----- Supplied records -----

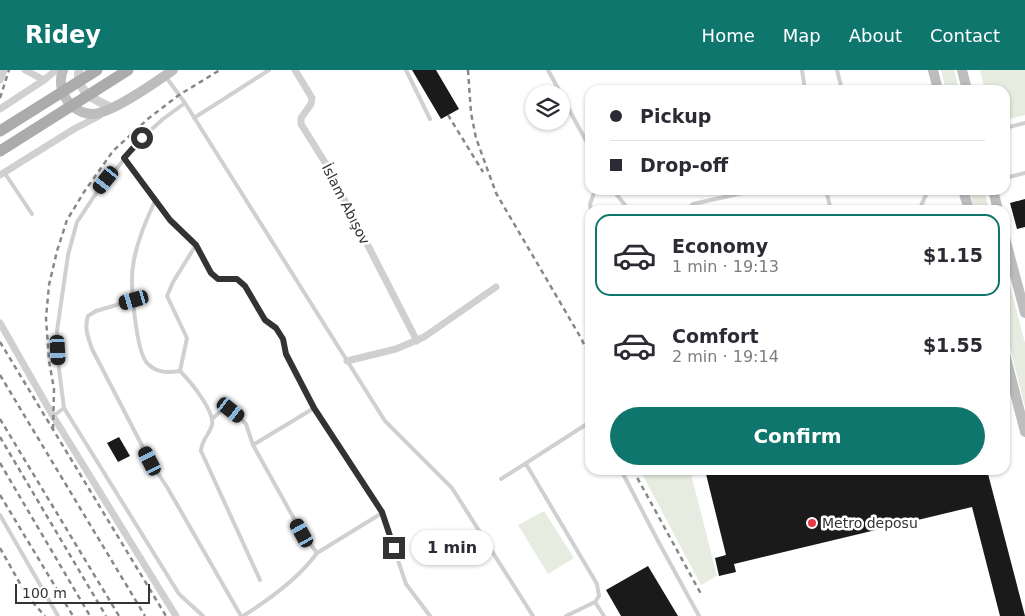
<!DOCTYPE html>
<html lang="en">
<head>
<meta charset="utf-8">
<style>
	:root { --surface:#fff; --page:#f7f7f7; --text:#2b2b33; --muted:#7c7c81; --line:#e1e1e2; --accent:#0f766e }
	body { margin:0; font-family:"DejaVu Sans",sans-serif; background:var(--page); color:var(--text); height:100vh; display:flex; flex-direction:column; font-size:19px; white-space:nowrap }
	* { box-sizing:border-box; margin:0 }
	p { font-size:16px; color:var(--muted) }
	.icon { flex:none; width:28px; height:28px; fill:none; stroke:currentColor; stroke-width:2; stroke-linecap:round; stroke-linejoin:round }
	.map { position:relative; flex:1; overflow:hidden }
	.panel { position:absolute; left:585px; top:135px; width:425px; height:270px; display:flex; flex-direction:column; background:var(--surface); border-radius:15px; box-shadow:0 1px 4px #0004 }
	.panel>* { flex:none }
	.top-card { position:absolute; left:585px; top:15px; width:425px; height:110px; border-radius:15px; box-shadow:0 1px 4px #0004; display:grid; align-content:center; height:110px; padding:0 25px; background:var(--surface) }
	.controls { position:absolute; left:525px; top:15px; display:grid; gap:10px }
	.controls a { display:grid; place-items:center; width:45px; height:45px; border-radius:50%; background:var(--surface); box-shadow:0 1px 4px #0004; font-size:25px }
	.scale { position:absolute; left:15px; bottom:12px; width:135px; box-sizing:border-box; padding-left:5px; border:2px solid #333; border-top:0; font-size:14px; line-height:18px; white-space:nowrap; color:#333; -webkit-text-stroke:4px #fff; paint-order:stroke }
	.end { position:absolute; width:22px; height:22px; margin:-11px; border:6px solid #333; background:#fff; box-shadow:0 0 0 2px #fff }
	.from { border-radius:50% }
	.bubble { position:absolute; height:35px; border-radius:18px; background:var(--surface); box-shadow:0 1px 4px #0004; font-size:16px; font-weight:700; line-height:35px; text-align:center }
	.car { position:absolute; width:15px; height:30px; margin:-15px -8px; border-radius:6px; box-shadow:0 0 4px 1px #0007; background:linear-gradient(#222 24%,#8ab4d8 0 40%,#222 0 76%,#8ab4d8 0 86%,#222 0) }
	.top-card b { display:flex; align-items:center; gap:18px; height:48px; font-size:19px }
	.top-card b+b { border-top:1px solid var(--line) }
	.top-card i { width:12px; height:12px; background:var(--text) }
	ul { padding:9px 0 0; list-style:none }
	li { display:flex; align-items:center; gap:15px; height:82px; margin:0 10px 8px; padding:0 15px; border:2px solid transparent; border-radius:15px }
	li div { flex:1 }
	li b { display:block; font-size:19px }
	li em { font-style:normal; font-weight:700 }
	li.selected { border-color:var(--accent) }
	li>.icon { width:45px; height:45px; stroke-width:1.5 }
	.action { display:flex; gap:10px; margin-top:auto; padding:10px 25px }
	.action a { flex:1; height:58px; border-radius:30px; background:var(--accent); color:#fff; font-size:20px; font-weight:700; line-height:58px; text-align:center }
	header { display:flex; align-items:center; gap:30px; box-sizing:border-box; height:70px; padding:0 25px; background:var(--accent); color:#fff }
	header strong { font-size:24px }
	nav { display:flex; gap:28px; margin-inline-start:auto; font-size:18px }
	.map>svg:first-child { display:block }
</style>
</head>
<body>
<header>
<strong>Ridey</strong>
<nav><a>Home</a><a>Map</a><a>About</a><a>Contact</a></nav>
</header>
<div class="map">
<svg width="1025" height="546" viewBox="0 0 1025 546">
	<rect width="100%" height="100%" fill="#fff"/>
	<!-- green -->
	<path fill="#e6ecdf" d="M941 0H954L959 20H946Z
		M980 0H1025V45L1005 50V20H985Z
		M970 120H984L989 140H974Z
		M1005 196 1025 273V337L1005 258Z
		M640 400H690L717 506 701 515Z
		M544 441 574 488 548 504 518 455Z"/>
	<!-- building -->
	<path fill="#1a1a1a" d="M412 0H436L459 39 441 49Z
		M1025 129V157L1017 159 1010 133Z
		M119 367 130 386 118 392 107 373Z
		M705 400H987L1025 546H1000L972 437 734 494 736 502 719 506 715 488 726 485Z
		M648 496 678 546H621L606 520Z"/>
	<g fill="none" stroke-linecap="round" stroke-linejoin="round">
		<!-- service -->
		<path stroke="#d0d0d0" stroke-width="4" d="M406 0 430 49
			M548 0 561 24
			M802 0 805 20
			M837 0 842 20
			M166 7 185 33 385 351 452 418 533 546
			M561 25 590 78
			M185 33 163 49 142 68 97 122 77 152 68 185 57 261 59 299 64 338 179 524 203 546
			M194 48 269 0
			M1005 58 1025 53
			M124 88 155 131C145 152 136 173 133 196 130 213 136 284 148 294 157 303 168 303 180 301
			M4 102 32 144
			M1005 108 1025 103
			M613 120 629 140
			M826 120 831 140
			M155 131 170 150 196 175 211 203 217 209H237L245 217 265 250 276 258 283 269 286 284 314 338 382 443
			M591 140 590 134 595 120
			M687 140 693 134 756 120
			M917 140 921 136 928 120
			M196 175 173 212 167 226 187 268 180 301C190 311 215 341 212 355 209 366 202 368 201 381L260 510
			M134 230 96 241 88 246C84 258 88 267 92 279L150 391 167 417 241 546
			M53 346 64 338
			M212 349 221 341 231 339 246 354 253 375 302 463 317 483 382 443 406 514 430 546
			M253 375 314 338
			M526 394 597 514 599 526 595 532 566 546
			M621 400 658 471 699 546
			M501 409 590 352
			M0 445 58 546
			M595 532 604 546
			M243 546C270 529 299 508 317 483"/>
		<!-- minor -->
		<path stroke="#d0d0d0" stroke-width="7" d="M25 0 44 10
			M295 0 312 28 311 34 301 48V54L326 94 417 271
			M0 10 4 0
			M0 39 44 10 56 0
			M0 105 74 59 99 46
			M0 253 53 346 176 546
			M347 291 396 279 424 267 496 217"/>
		<!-- tertiary -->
		<path stroke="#d0d0d0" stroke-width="9" d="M79 0C75 22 96 31 112 38"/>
		<!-- secondary -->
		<path stroke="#bdbdbd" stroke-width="10" d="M63 0C59 11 61 23 69 33 74 39 84 44 92 44 111 44 156 12 173 0
			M933 0 938 20
			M962 0 967 20
			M963 120 969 140
			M993 120 998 140
			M1005 168 1025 243
			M1005 284 1025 362"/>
		<!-- rail -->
		<path stroke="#888" stroke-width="2.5" stroke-dasharray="5 4" stroke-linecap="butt" d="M468 0 471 43 476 68 496 123 581 268 590 287
			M0 28 9 0
			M448 45 483 102
			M0 272 166 546
			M0 305 145 546
			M0 349 119 546
			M53 359 54 319 49 291 46 248 49 215 57 181 67 150 84 122 113 81 149 48 179 25 220 0
			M0 367 106 546
			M0 393 90 546
			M633 400 701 524
			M0 425 73 546
			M0 478 27 526 45 546"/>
		<!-- primary-bridge -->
		<path stroke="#ababab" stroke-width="11" d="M0 61 97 0
			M0 81 128 0"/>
	</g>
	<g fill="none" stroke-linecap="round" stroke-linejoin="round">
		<!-- route -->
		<path stroke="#333" stroke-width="6" d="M142 68 124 88 170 150 196 175 211 203 218 209H237L245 216 265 250 276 258 283 269 286 284 314 338 382 442 394 478"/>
	</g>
	<!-- markers -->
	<circle fill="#e63946" stroke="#fff" stroke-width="2" cx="812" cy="453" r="5"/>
	<g text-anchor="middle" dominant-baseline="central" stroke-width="5" stroke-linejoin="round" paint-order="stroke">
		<!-- street labels -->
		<g font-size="14" fill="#333" stroke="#fff">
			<text transform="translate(346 134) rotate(63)">İslam Abışov</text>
		</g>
		<!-- poi labels -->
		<g font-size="14" fill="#333" stroke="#fff" text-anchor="start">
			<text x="822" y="453">Metro deposu</text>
		</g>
	</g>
</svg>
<div class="controls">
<a><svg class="icon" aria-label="layers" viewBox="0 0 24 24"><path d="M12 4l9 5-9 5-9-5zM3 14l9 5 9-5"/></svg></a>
</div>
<div class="scale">100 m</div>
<i class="end from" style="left:142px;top:68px"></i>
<i class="end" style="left:394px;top:478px"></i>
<div class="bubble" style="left:411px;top:460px;width:82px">1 min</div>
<i class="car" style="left:106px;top:110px;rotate:219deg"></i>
<i class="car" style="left:134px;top:230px;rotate:254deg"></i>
<i class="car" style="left:58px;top:280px;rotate:177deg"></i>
<i class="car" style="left:231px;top:340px;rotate:128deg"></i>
<i class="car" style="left:150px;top:391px;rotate:333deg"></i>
<i class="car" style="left:302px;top:463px;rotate:331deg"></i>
<div class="top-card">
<b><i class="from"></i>Pickup</b>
<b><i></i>Drop-off</b>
</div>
<section class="panel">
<ul>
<li class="selected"><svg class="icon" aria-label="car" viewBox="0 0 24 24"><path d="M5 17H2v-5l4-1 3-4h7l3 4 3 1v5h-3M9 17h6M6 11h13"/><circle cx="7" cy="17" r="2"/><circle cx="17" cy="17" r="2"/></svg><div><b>Economy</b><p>1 min · 19:13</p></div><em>$1.15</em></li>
<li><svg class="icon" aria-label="car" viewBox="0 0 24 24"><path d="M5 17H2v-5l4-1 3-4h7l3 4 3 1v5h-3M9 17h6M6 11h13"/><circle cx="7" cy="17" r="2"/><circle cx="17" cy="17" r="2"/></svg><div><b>Comfort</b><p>2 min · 19:14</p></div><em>$1.55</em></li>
</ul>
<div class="action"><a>Confirm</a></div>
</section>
</div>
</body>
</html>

-----

- [Task prompt]
Make a copy of each line in the records above that has the word "white".

- [Written solution]
	body { margin:0; font-family:"DejaVu Sans",sans-serif; background:var(--page); color:var(--text); height:100vh; display:flex; flex-direction:column; font-size:19px; white-space:nowrap }
	.scale { position:absolute; left:15px; bottom:12px; width:135px; box-sizing:border-box; padding-left:5px; border:2px solid #333; border-top:0; font-size:14px; line-height:18px; white-space:nowrap; color:#333; -webkit-text-stroke:4px #fff; paint-order:stroke }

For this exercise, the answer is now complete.